Darius ferma les yeux et sentit à nouveau ce froid glacial le gagner, annonçant que le père Darius était hors course. Darius le guerrier, le conquérant devait reprendre le contrôle. Bon Dieu ! C’était dément ! Le voilà qui acceptait cette part obscure qu’il avait essayée de refouler depuis quatre cents ans : il devait renier une partie de lui-même et en accepter l’autre.

Curieusement, ce n’était pas impossible, ni même intolérable, parce que sa vie était en jeu. Ne pense pas comme ça ! dit le guerrier. Ta vie est précieuse, ne laisse personne te la prendre !

Mais j’ai juré de ne plus combattre, répondit le prêtre

Le guerrier : Alors enfreins toutes les règles ! Défends-toi et gagne ! Avant, tu refusais la défaite, aie foi en toi-même, comme tu as foi en ton dieu chrétien

Le prêtre : Je ne sais pas comment faire. Je ne suis plus ce que j’étais.

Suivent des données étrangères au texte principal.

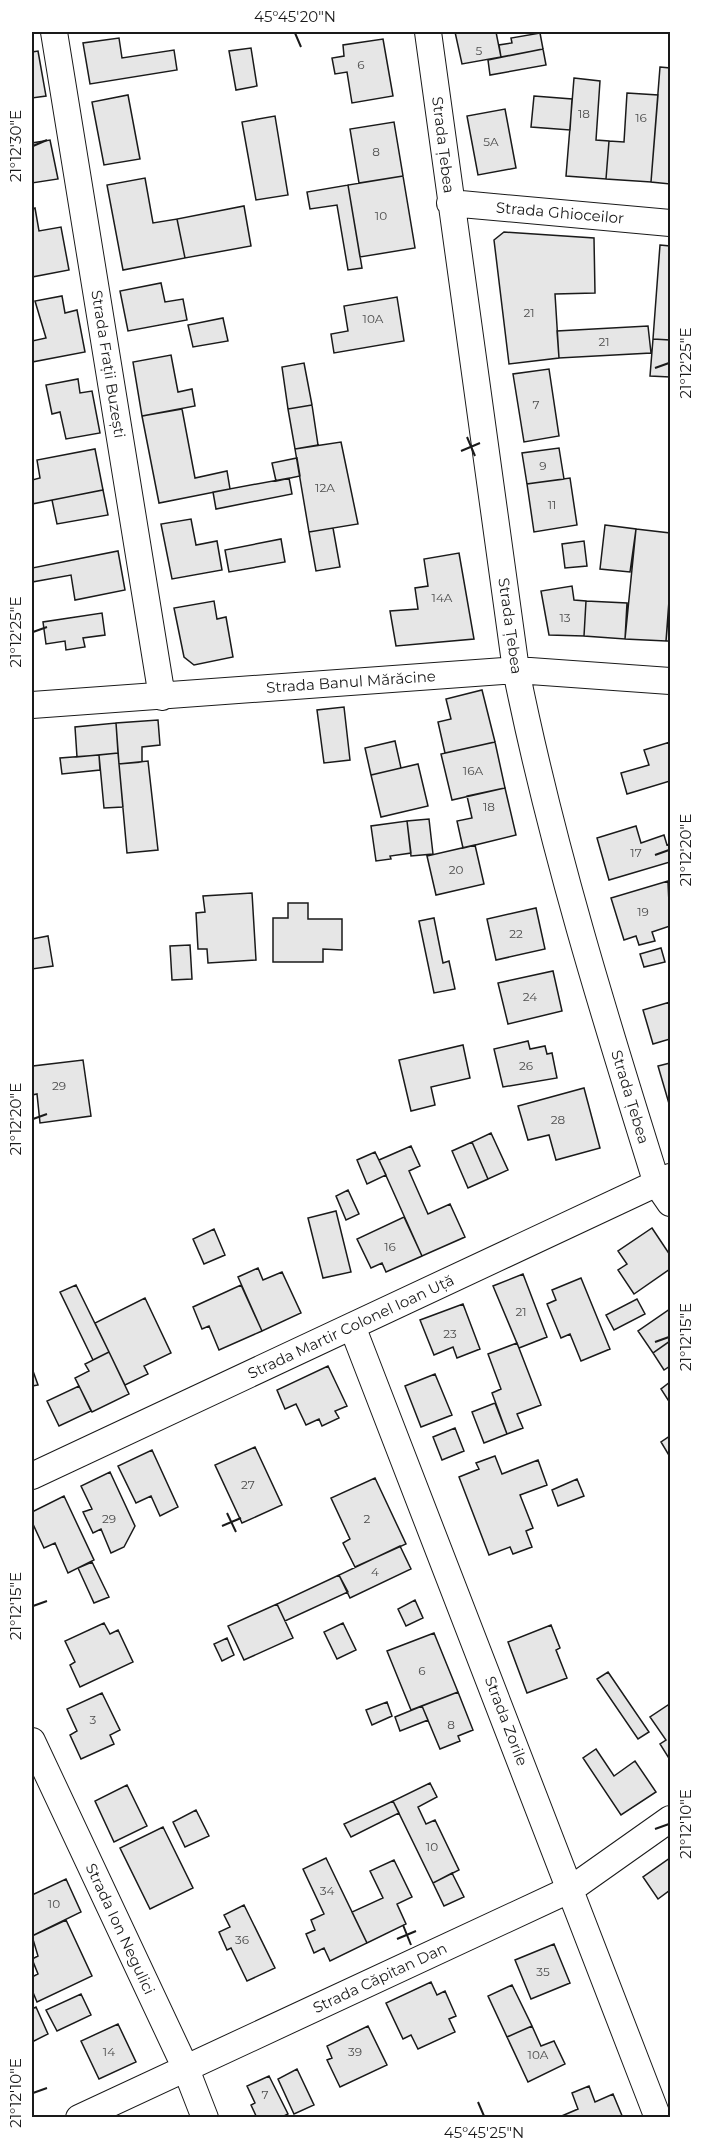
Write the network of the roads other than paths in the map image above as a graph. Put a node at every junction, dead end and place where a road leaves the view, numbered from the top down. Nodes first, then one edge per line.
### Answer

Le Guerrier : Sers-toi de moi. Sers-toi de tout ce que tu as appris de moi. Tu as les outils, tu les as depuis des siècles. Tu étais le meilleur des guerriers wisigoth. Et, avant tout, il y a le contrôle. Tu prêchais pour le contrôle, tu le vivais.

Et tu es resté vivant.

Le contrôle.

Un mot si simple. Et une exigence si incroyable.

Muleta s’avança, tournoya sa rapière et abattit un coup tranchant vers le cou de Darius, mais ce dernier ouvrit subitement les yeux, évita la lame puis fit une pirouette et attrapa le poignet de son adversaire, et lui tordit violement. C’était une vieille botte qui permettait de désarmer son adversaire. Muleta cria de douleur et relâcha son épée que Darius attrapa avant qu’elle ne tombe au sol. La lame se plaça à quelques centimètres de la gorge de Rafael.

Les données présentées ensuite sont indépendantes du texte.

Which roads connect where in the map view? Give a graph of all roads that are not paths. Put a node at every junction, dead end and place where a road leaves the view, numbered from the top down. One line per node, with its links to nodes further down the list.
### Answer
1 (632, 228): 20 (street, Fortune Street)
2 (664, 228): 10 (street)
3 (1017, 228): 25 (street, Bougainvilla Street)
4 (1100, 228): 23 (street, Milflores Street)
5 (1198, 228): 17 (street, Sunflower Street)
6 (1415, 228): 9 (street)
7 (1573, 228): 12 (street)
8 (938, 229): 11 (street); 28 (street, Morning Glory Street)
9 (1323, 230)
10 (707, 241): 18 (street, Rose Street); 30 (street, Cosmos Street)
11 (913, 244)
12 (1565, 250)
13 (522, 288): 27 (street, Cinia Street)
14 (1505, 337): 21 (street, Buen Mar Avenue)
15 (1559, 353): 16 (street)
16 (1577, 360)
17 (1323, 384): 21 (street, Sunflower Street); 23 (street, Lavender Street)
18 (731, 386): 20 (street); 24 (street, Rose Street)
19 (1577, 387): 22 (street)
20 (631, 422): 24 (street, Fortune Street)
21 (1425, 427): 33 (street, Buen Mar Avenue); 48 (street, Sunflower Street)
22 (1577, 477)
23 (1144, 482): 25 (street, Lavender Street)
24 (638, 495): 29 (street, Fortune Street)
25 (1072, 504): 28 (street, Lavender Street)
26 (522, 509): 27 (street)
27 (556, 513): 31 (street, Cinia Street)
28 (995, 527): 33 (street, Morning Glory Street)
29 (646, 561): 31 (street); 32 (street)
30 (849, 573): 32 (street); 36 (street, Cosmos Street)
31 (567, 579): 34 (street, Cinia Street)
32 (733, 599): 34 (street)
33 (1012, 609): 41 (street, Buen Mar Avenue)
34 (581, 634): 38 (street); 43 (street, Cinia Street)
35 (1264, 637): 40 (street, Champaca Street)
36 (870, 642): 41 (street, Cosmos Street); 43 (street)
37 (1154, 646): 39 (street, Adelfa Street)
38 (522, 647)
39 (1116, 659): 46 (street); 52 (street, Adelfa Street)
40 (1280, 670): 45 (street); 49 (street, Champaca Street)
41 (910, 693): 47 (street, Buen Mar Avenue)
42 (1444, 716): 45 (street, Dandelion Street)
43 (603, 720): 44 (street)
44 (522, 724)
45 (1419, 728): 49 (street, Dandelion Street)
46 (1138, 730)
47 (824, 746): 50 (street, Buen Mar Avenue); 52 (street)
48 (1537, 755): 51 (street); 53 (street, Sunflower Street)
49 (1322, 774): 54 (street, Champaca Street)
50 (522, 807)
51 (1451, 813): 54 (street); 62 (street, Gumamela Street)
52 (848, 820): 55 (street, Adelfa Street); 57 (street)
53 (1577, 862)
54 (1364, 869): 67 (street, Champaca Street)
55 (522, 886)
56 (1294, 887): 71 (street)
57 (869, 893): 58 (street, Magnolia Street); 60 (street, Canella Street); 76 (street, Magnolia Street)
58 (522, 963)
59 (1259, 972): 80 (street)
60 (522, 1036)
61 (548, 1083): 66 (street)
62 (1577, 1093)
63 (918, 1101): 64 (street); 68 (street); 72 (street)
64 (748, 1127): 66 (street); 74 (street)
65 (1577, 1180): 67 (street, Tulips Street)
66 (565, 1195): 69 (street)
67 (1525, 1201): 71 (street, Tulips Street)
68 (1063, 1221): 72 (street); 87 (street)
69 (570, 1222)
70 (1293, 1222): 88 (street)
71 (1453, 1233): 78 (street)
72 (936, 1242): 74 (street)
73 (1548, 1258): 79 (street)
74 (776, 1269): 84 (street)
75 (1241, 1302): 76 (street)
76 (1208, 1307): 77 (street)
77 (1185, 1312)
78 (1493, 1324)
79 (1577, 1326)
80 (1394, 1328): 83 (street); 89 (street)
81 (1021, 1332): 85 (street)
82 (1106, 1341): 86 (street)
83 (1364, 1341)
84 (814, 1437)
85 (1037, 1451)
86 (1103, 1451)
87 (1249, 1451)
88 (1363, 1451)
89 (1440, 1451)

— Putain de merde… mais t’es qui toi ? demanda-t-il en le regardant sidéré.

— Je m’appelle Darius.

Sans attendre sa réponse, il abattit la lame et la tête vola au loin. Darius venait de tuer à nouveau après quatre siècles.

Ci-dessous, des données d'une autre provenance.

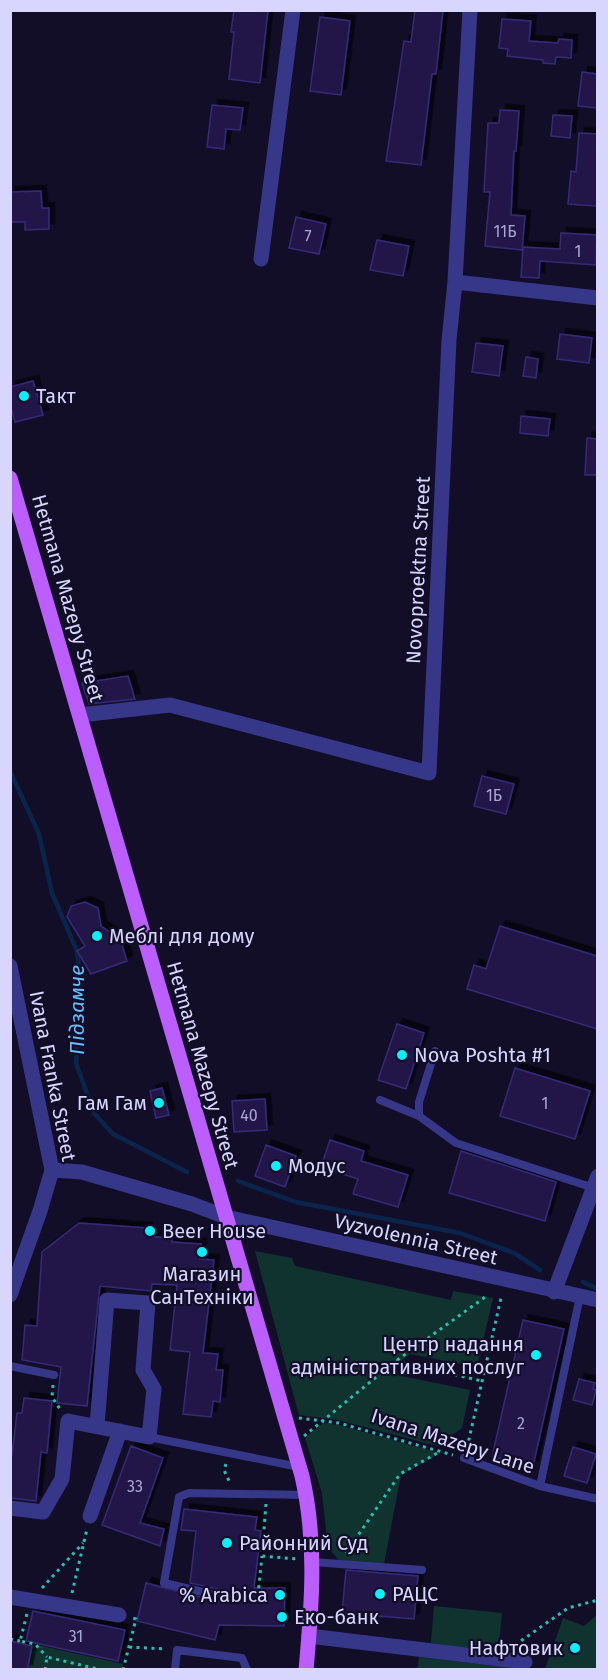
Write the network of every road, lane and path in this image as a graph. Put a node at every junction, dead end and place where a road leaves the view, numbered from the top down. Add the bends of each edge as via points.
1 (293, 10) edge
2 (470, 10) edge
3 (261, 259) dead end
4 (455, 282) junction
5 (597, 298) edge
6 (10, 478) edge
7 (80, 715) junction
8 (10, 966) edge
9 (435, 1052) dead end
10 (380, 1100) dead end
11 (419, 1116) junction
12 (52, 1170) junction
13 (595, 1184) edge
14 (226, 1217) junction
15 (554, 1292) junction
16 (10, 1295) edge
17 (488, 1295) dead end
18 (580, 1296) junction
19 (501, 1298) dead end
20 (597, 1300) edge
21 (396, 1361) junction
22 (10, 1366) edge
23 (54, 1375) joint
24 (482, 1381) junction
25 (297, 1418) dead end
26 (68, 1421) junction
27 (323, 1421) junction
28 (97, 1426) junction
29 (120, 1431) junction
30 (149, 1437) junction
31 (303, 1437) dead end
32 (441, 1451) junction
33 (228, 1453) junction
34 (464, 1458) junction
35 (299, 1467) junction
36 (540, 1486) junction
37 (234, 1494) junction
38 (267, 1495) junction
39 (306, 1496) junction
40 (597, 1499) edge
41 (10, 1508) edge
42 (90, 1516) joint
43 (84, 1543) junction
44 (345, 1553) dead end
45 (262, 1556) junction
46 (306, 1560) junction
47 (422, 1570) dead end
48 (10, 1597) edge
49 (224, 1597) joint
50 (30, 1600) junction
51 (597, 1600) edge
52 (69, 1607) junction
53 (119, 1615) joint
54 (309, 1636) junction
55 (10, 1639) edge
56 (20, 1641) junction
57 (129, 1647) junction
58 (177, 1650) junction
59 (47, 1657) junction
60 (496, 1658) junction
61 (525, 1662) dead end
62 (75, 1664) junction
63 (45, 1670) edge
64 (74, 1670) edge
65 (102, 1670) edge
66 (123, 1670) edge
67 (175, 1670) edge
68 (247, 1670) edge
69 (306, 1670) edge

1 - 3 street
2 - 4 street, Novoproektna Street
4 - 5 street
4 - 7 street, Novoproektna Street via 429,773 170,705
6 - 7 main road, Hetmana Mazepy Street
7 - 14 main road, Hetmana Mazepy Street
8 - 12 street, Ivana Franka Street
9 - 11 lane via 419,1102
10 - 11 lane
11 - 13 lane via 456,1143
12 - 14 street, Vyzvolennia Street via 82,1172
12 - 16 street, Ivana Franka Street
13 - 15 street
14 - 15 street, Vyzvolennia Street
14 - 35 main road, Hetmana Mazepy Street
15 - 18 street, Vyzvolennia Street
17 - 21 path
18 - 20 street, Vyzvolennia Street
18 - 36 lane
19 - 24 path
21 - 24 path
21 - 27 path
22 - 23 lane
23 - 26 path via 52,1397
24 - 34 path
25 - 27 path, Ivana Mazepy Lane
26 - 28 street
26 - 41 street via 62,1479 43,1512
27 - 31 path
27 - 32 path, Ivana Mazepy Lane
28 - 29 street
28 - 30 street via 107,1300 148,1303 143,1370 154,1389
29 - 30 street
29 - 42 street
30 - 33 lane
32 - 34 path, Ivana Mazepy Lane
32 - 44 path via 400,1474
33 - 35 lane
33 - 37 path via 224,1470
34 - 36 lane, Ivana Mazepy Lane
35 - 39 main road, Hetmana Mazepy Street
36 - 40 lane, Ivana Mazepy Lane
37 - 38 lane
37 - 49 lane via 189,1493 179,1497 164,1583
38 - 39 lane
38 - 45 path
39 - 46 main road, Hetmana Mazepy Street via 310,1521
42 - 43 path
43 - 50 path
43 - 52 path
45 - 46 path
45 - 49 path via 258,1595
46 - 47 lane
46 - 54 main road, Hetmana Mazepy Street via 313,1595
48 - 50 street
50 - 52 street
50 - 56 path
51 - 60 path via 568,1608
52 - 53 street
53 - 57 path via 136,1619
54 - 60 street
54 - 69 main road, Hetmana Mazepy Street
55 - 56 path
56 - 59 path via 35,1644
57 - 58 path
57 - 66 path
58 - 67 lane
58 - 68 lane via 242,1658
59 - 62 path
59 - 63 path
60 - 61 street
62 - 64 path
62 - 65 path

Un halo de lumière se mit à l’entourer, puis des éclairs le frappèrent violement, lui arrachant un cri puissant, puis il commença à léviter pendant que des décharges continuaient de parcourir son corps. Toute la force de Muleta, sa vie, son essence, son savoir, étaient désormais à sa portée, c’était le Quickening, le pouvoir à l’état brut tant convoité par les Immortels depuis des millénaires. Il avait oublié cette sensation, c’était à la fois enivrant, merveilleux, et excitant.

L’énergie se dissipa et il tomba au sol, à la fois à bout de force et de souffle. Il avait du mal à rassembler ses esprits, mais pour le moment il devait quitter les lieux au plus vite… aussitôt il sentit la présence d’un autre. Oh non pas cette fois, il n’en avait pas la force ! Une voiture s’arrêta devant lui et la portière s’ouvrit brusquement. C’était un ami, un ami que Darius ne connaissait que trop bien.

— Methos !

— Monte vite, répondit ce dernier vivement, il faut foutre le camp d’ici.

Darius récupéra son sac et sauta dans la voiture qui démarra aussitôt.